Verbände produzierten Leistungen, die weder über den Markt noch über den Staat in gewünschter Weise bereitgestellt werden können. Dies sei der Grund, warum es in nahezu allen Gesellschaften zu Verbandsbildungen gekommen sei.

Es handele sich bei diesen Leistungen um Gruppengüter, die ein Einzelner zu vergleichsweise höheren Kosten oder gar nicht zur Verfügung stellen könne. Auch der Staat könne sie nicht bereitstellen, da er definitionsgemäß für das gesamte Kollektiv und nicht für Teil- bzw. Gruppeninteressen zuständig sei.

Solche Aufgaben, so Smekal, sind die Interessenvertretung gegenüber dem Staat und seinen Körperschaften, gegenüber anderen gesellschaftlichen und wirtschaftlichen Gruppen, der Interessenausgleich nach innen sowie die allgemeine Unterstützung von Mitgliedern in Bereichen der Information, Beratung und Ausbildung.

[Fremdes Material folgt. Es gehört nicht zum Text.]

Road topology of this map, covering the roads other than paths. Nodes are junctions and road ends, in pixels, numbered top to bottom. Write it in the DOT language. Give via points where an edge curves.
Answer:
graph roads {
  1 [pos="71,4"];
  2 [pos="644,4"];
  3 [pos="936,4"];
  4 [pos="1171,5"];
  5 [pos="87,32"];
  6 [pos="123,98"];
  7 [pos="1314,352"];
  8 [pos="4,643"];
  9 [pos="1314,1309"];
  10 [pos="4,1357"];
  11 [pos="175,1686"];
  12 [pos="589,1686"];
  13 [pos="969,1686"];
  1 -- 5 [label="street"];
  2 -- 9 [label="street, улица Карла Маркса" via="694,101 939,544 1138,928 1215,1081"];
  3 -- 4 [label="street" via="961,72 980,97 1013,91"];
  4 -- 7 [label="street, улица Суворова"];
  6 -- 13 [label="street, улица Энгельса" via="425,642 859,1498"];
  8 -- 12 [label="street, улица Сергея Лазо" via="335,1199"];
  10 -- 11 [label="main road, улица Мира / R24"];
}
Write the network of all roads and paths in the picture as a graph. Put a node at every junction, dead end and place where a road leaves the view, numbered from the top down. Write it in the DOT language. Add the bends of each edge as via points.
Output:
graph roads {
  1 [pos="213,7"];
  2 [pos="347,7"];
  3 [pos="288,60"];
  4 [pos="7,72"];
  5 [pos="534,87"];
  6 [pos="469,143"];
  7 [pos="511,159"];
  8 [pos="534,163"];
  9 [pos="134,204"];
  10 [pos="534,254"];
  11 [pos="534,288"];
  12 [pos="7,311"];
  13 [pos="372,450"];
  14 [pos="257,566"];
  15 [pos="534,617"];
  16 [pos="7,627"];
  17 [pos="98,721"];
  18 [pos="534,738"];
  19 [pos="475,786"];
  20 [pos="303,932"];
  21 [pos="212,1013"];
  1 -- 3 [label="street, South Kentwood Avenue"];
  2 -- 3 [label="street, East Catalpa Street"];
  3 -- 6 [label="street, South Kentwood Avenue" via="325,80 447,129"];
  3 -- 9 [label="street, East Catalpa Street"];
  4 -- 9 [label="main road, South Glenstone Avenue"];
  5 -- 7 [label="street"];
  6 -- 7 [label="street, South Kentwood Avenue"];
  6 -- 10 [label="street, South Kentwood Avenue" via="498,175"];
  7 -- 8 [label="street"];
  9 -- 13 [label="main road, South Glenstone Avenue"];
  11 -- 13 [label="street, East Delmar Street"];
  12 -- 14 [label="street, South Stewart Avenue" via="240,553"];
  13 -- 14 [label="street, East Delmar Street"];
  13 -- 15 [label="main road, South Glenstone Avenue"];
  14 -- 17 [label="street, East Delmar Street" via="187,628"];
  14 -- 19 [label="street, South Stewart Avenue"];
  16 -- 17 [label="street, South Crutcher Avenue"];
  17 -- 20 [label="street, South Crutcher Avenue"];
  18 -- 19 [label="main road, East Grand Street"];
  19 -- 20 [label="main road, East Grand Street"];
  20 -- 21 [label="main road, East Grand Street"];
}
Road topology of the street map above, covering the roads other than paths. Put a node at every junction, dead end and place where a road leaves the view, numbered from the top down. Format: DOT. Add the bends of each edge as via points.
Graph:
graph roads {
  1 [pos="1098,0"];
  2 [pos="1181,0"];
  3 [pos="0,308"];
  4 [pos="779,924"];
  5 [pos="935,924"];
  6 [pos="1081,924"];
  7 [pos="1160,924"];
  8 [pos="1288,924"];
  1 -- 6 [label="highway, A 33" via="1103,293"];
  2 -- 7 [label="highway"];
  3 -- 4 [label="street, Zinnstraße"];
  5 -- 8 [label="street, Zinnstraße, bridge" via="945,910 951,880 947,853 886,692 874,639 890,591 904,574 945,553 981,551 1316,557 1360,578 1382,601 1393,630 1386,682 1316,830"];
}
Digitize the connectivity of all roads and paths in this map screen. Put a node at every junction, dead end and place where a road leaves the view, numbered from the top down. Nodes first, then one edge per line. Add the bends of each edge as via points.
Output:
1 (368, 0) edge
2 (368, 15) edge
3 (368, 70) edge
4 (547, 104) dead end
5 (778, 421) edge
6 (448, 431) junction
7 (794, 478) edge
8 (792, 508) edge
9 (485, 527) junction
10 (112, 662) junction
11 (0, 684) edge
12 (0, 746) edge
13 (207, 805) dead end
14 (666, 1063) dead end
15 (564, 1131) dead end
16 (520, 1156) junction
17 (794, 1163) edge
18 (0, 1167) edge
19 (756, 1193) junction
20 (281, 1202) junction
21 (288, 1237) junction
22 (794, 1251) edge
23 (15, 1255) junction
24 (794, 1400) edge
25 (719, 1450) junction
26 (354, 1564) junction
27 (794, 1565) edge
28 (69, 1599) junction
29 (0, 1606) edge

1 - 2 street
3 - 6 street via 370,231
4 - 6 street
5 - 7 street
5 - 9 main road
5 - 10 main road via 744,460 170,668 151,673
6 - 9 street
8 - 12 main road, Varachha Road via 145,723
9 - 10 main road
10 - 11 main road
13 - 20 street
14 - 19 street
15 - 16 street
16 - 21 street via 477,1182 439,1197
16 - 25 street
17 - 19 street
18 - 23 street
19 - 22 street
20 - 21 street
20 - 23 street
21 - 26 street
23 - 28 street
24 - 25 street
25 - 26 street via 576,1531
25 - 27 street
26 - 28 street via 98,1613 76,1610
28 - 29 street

Nach den Worten von Smekal stehen den Vorteilen des Lobbyismus aber auch schwerwiegende Nachteile gegenüber. Der Kampf um Einfluss innerhalb eines Verbandes sowie in Wirtschaft und Politik werde mitunter von einigen wenigen potenten Geldgebern angeführt. Das Kammersystem begegne dem Verbandsdilemma hingegen durch die Pflichtmitgliedschaft. Sie stelle sicher, dass alle, die aus der Bereitstellung von Gruppengütern Nutzen ziehen, auch zur Zahlung herangezogen werden. Dadurch werde theoretisch die Übereinstimmung von Nutznießern und Kostenträgern und damit die Produktion des Gruppengutes sichergestellt. Die Verleihung des Rechtsinstituts der Pflichtmitgliedschaft, der Selbstverwaltung und der Eigenfinanzierung durch den Staat sei Ausdruck dafür, dass dieser den Kammerninstitutionen auch öffentliche Aufgaben übertrage.